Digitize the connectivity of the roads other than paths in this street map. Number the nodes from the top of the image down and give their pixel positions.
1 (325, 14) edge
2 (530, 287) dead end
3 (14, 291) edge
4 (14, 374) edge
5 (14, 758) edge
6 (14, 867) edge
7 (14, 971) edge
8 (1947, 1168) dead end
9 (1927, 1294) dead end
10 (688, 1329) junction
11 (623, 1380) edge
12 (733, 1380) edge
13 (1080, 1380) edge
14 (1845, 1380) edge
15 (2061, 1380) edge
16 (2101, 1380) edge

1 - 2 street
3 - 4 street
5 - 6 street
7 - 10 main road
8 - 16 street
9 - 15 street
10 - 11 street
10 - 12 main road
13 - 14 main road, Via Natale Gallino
====
Prompt - Reproduce the data. Keep it exact.

Task solution -
Digitize the connectivity of the roads other than paths in this street map. Number the nodes from the top of the image down and give their pixel positions.
1 (325, 14) edge
2 (530, 287) dead end
3 (14, 291) edge
4 (14, 374) edge
5 (14, 758) edge
6 (14, 867) edge
7 (14, 971) edge
8 (1947, 1168) dead end
9 (1927, 1294) dead end
10 (688, 1329) junction
11 (623, 1380) edge
12 (733, 1380) edge
13 (1080, 1380) edge
14 (1845, 1380) edge
15 (2061, 1380) edge
16 (2101, 1380) edge

1 - 2 street
3 - 4 street
5 - 6 street
7 - 10 main road
8 - 16 street
9 - 15 street
10 - 11 street
10 - 12 main road
13 - 14 main road, Via Natale Gallino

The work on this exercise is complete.